October 2, 2011 - An Arkansas man pleaded guilty Thursday to possession of more than 500 grams of cocaine with the intent to distribute, following an investigation by U.S. Immigration and Customs Enforcement's (ICE) Homeland Security Investigations (HSI) and the Metropolitan Bureau of Investigation (MBI). 

Barratt Eni, 54, Little Rock, Ark., faces a mandatory five to 40 years in federal prison. On July 9, federal agents contacted Eni at the Orlando International Airport. He was a scheduled passenger on a trans-Atlantic flight to London.  

Eni freely spoke with the agents and permitted a trained narcotics detection canine to inspect him and his carry-on baggage. When the canine positively alerted to the presence of narcotics on Eni, agents conducted a pat-down search, but found nothing.

When Eni consented to an x-ray of his body, a physician informed agents that Eni had numerous foreign bodies inside his digestive tract. Eni then voluntarily admitted to swallowing approximately 50 pellets containing a narcotic before flying into the Orlando airport. 

A typical full-body scanner found at airports are unable to detect if something is in the body. The airport full body scanners are devices that creates an image of a person's nude body through their clothing to look for hidden objects without physically removing their clothes or making physical contact.

One technology used under the name "full-body scanner" is the millimeter wave scanner, the active form of which reflects extremely high frequency radio waves off the body to make an image on which one can see some types of objects hidden under the clothes. 

Eni was given a CT scan, X-ray computed tomography (CT) is a medical imaging method employing tomography created by computer processing. Digital geometry processing is used to generate a three-dimensional image of the inside of an object from a large series of two-dimensional X-ray images taken around a single axis of rotation. 

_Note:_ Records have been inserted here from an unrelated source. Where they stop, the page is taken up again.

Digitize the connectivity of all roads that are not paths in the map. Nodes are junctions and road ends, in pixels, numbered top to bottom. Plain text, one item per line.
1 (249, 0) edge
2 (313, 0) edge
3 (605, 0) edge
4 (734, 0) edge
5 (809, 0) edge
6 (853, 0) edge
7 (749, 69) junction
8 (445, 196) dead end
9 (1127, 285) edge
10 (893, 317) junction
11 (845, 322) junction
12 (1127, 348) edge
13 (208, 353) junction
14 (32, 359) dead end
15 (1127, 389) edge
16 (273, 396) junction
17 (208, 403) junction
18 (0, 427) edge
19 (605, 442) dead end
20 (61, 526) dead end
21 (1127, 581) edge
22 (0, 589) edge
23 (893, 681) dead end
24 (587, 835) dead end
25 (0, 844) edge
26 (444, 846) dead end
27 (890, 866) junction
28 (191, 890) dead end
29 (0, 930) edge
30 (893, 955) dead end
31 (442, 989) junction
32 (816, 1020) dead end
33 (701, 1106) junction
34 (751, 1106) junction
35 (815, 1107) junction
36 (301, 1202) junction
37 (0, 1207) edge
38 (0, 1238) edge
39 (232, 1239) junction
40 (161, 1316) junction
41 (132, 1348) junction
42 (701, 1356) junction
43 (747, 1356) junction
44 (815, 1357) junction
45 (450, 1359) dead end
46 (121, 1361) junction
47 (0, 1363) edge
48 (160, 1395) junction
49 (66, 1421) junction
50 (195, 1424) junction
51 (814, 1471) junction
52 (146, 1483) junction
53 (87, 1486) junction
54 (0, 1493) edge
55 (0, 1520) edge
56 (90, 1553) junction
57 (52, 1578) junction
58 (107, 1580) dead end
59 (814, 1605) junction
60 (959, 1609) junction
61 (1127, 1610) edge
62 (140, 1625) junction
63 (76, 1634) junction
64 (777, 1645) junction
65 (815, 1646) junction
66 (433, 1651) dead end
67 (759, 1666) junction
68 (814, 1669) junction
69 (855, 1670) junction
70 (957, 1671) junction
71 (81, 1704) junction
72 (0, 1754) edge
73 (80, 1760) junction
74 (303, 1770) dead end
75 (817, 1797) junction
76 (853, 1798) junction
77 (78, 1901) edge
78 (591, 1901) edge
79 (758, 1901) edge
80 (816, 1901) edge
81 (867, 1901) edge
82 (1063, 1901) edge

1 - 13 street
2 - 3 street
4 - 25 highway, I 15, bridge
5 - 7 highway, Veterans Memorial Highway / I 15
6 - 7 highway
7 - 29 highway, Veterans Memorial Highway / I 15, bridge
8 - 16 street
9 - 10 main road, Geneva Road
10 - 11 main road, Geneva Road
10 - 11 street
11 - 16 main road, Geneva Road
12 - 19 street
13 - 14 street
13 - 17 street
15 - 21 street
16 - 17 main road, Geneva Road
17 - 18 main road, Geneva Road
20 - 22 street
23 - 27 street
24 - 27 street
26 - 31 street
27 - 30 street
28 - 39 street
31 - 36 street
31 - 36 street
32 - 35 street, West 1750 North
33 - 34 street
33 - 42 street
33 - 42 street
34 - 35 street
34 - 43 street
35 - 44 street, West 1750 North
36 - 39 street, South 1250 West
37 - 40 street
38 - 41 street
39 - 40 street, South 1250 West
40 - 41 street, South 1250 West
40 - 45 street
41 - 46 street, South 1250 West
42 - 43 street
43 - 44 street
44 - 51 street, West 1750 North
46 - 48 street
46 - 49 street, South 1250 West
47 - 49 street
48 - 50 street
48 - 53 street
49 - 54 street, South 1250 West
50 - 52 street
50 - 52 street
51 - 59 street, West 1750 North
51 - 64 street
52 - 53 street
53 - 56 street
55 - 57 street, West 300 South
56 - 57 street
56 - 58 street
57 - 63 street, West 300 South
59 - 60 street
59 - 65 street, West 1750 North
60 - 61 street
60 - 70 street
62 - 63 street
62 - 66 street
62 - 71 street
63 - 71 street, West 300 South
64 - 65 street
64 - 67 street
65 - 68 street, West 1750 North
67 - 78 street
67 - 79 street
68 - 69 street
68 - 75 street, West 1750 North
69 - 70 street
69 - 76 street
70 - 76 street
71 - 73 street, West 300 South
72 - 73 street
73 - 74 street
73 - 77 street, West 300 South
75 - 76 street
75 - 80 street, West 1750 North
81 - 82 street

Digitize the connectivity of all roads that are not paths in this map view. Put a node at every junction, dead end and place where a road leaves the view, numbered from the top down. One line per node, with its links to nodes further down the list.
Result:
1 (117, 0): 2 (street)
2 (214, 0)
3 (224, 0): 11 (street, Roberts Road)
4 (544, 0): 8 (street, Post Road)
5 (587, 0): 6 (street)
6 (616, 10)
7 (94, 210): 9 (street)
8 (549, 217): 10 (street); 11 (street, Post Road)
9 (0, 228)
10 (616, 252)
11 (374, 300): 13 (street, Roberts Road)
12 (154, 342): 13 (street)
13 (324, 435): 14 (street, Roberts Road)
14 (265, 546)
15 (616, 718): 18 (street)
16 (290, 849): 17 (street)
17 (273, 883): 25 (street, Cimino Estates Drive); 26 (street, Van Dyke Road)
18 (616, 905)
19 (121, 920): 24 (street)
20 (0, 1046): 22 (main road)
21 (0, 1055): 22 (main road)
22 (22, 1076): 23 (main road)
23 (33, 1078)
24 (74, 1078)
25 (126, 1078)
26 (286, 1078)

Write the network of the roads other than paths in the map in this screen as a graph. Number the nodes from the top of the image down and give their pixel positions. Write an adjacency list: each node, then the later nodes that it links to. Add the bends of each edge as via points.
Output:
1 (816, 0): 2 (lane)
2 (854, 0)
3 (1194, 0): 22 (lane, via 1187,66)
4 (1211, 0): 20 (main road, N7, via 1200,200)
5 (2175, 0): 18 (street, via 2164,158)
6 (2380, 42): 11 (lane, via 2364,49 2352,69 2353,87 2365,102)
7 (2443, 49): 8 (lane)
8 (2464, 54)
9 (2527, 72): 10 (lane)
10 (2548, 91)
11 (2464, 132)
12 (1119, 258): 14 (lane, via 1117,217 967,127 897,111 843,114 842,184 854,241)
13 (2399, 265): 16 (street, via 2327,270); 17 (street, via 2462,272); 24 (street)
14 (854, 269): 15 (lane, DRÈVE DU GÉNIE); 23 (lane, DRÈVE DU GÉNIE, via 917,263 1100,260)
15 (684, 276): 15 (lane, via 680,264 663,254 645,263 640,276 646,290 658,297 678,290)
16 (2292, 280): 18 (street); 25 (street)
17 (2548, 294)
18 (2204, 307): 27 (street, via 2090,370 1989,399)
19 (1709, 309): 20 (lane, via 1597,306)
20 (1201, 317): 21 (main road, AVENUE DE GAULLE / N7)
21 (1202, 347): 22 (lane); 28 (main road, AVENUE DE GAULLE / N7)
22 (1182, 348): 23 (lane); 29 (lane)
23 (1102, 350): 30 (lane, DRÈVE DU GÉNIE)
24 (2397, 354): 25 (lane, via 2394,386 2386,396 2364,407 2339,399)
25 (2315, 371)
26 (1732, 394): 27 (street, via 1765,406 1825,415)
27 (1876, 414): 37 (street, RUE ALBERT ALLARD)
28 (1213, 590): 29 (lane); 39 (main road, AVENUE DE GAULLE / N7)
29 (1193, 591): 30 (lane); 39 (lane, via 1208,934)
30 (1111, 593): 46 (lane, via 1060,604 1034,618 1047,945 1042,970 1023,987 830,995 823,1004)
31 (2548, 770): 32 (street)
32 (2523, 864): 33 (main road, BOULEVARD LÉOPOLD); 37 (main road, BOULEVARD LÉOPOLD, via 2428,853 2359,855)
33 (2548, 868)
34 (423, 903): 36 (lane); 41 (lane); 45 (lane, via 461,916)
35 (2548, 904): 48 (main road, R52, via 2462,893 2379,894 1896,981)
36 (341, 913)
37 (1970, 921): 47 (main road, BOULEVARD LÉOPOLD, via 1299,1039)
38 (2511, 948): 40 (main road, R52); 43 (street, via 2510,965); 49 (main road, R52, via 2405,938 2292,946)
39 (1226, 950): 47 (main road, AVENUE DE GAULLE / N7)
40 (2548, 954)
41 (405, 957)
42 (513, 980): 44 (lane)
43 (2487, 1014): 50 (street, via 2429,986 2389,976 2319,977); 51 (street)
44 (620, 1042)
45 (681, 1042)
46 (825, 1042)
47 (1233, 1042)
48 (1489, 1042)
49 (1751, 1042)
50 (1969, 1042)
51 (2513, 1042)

Eni, a naturalized citizen of the United States from Nigeria, stated that he was returning to Nigeria to attend his brother's funeral. He said that a man had offered to help pay for the funeral, but that Eni was supposed to transport drugs back to Nigeria for him in return. 

 
   
Eni underwent emergency surgery to remove a total of 54 pellets from his digestive tract. A laboratory subsequently determined that the substance in these pellets was cocaine hydrochloride with a net weight of 804.28 grams. The quantity of cocaine, the packaging and the method of concealment are consistent with cocaine distribution.